Taken together these patterns indicate increasing salinities and decreasing freshwater influence throughout the time of deposition of Middle Key core – a typical transgressive sequence.  These changes could potentially be explained by rising sea level alone.  Estimates of sea level rise in south Florida range from 2.27 mm/yr (http://co-ops.nos.noaa.gov/sltrends (FL: Key West Station Data); and Smith, 1997) to 3-4 mm/yr (Wanless, 1989; Wanless and others, 1994).

The pre-1900 shift towards increasing salinity at approximately 42 cm is most likely due to natural causes; however, the timing of some of the significant changes in the upper segment of the core indicates other factors may have influenced the changes seen at Middle Key.  The decline in relative abundance of freshwater gastropods, the increase in brackish fauna, and the increase in trees and weedy species that occurs in the early 20th century could be explained by several events.  The construction of the Flagler Railroad 4 km (2.5 miles) to the west of the site around 1906 may have reduced freshwater influx to Middle Key basin coming from the eastern Everglades.  The first Card Sound bridge and a roadway leading to the bridge were constructed in the 1920s (http://www.keyshistory.org/osh.html); although this probably had less affect on the freshwater supply than the railroad construction, clearing for the road would account for a reduction in the pine and an increase in weedy species.  Depending on the actual bridge construction, it could potentially have affected tidal flushing of the Middle Key basin.  An unnamed category 4 hurricane in 1926 (Pielke and Landsea, 1998) also could explain changes in the flora.  The increased salinity, the appearance of mangroves, and the sharp decline (both absolute and relative abundance) in freshwater fauna in the upper 12-10 cm of the core begin in approximately the 1960s and could be a response to the hydrologic changes of the Central and Southern Florida project (Light and Dineen, 1994).
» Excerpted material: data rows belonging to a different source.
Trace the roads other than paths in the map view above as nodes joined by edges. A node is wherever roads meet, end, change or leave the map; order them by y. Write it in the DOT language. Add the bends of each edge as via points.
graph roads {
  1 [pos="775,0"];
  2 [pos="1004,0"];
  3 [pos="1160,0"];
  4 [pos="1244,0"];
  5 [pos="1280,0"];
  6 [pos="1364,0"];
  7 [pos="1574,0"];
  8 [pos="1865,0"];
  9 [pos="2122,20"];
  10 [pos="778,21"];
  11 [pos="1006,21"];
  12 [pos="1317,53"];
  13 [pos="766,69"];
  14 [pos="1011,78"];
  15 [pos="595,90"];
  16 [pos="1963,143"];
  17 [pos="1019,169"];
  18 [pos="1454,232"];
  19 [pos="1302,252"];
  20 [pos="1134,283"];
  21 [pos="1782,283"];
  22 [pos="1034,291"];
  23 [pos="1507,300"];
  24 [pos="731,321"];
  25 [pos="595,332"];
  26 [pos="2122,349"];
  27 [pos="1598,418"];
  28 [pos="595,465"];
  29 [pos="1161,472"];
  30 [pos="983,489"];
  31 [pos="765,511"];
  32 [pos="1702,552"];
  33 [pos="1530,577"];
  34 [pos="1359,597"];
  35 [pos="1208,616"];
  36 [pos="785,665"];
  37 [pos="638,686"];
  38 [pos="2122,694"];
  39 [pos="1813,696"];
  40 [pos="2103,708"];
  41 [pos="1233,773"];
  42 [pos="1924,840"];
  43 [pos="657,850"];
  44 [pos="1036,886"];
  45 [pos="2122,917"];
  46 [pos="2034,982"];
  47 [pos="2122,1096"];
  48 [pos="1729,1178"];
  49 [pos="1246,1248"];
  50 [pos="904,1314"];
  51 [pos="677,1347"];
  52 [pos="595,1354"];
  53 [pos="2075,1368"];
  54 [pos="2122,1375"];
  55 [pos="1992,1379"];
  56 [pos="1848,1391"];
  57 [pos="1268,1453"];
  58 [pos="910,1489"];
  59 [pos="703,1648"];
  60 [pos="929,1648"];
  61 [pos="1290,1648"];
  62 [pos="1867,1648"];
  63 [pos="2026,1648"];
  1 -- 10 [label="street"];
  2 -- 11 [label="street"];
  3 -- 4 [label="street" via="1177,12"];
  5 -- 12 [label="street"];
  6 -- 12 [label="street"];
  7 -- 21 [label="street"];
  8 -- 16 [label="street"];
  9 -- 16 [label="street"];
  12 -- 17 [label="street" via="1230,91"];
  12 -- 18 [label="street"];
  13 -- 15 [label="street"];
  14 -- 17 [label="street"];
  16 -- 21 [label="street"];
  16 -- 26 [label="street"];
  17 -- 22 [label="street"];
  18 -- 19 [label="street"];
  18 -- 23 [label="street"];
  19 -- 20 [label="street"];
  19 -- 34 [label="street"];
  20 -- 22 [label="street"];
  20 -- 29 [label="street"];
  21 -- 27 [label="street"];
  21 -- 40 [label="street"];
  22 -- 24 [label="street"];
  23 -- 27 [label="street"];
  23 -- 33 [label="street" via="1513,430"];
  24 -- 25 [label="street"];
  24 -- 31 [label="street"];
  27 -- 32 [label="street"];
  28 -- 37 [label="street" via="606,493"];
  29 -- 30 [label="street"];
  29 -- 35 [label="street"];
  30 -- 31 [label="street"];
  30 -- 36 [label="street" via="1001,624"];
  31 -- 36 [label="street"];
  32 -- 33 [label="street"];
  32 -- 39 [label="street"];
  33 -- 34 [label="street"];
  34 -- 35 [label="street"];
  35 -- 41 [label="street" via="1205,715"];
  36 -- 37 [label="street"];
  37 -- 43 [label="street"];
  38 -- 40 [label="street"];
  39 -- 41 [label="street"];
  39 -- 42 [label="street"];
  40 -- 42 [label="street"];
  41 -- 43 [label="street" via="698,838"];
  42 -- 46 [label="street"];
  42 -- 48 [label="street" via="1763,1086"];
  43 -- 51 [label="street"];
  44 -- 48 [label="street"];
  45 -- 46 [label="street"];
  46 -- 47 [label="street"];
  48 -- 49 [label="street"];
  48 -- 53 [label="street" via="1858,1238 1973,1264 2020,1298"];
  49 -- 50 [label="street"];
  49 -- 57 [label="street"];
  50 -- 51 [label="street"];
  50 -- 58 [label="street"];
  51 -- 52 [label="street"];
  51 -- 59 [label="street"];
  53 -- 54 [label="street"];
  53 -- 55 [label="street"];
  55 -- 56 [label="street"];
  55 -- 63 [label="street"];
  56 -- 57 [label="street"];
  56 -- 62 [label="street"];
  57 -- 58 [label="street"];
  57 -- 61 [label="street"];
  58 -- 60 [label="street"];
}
The preliminary results from Middle Key can be compared to the Manatee Bay core collected in 1996 (SEI96-MB1), 2.8 km (1.7 miles) to the south.  The age model for Manatee Bay (Ishman and others, 1998) is based on the first occurrence of Casuarina; lead-210 analyses were not done on the core so a direct comparison between the sites is difficult.  The first occurrence of Casuarina in both cores, however, serves as a datum, indicating that the sedimentation rate at Manatee Bay is significantly higher than at Middle Key (Casuarina first appears at 65 cm in MB1 and at 22 cm in MKA).  In general, a similar sequence is seen at both core sites of change from freshwater environments at the bottom of the core transitioning into increasingly estuarine environments in the upper portion of the core.  The Manatee Bay site, however, records a change to a diverse polyhaline to nearly euhaline assemblage at the top of the core that is not seen at Middle Key.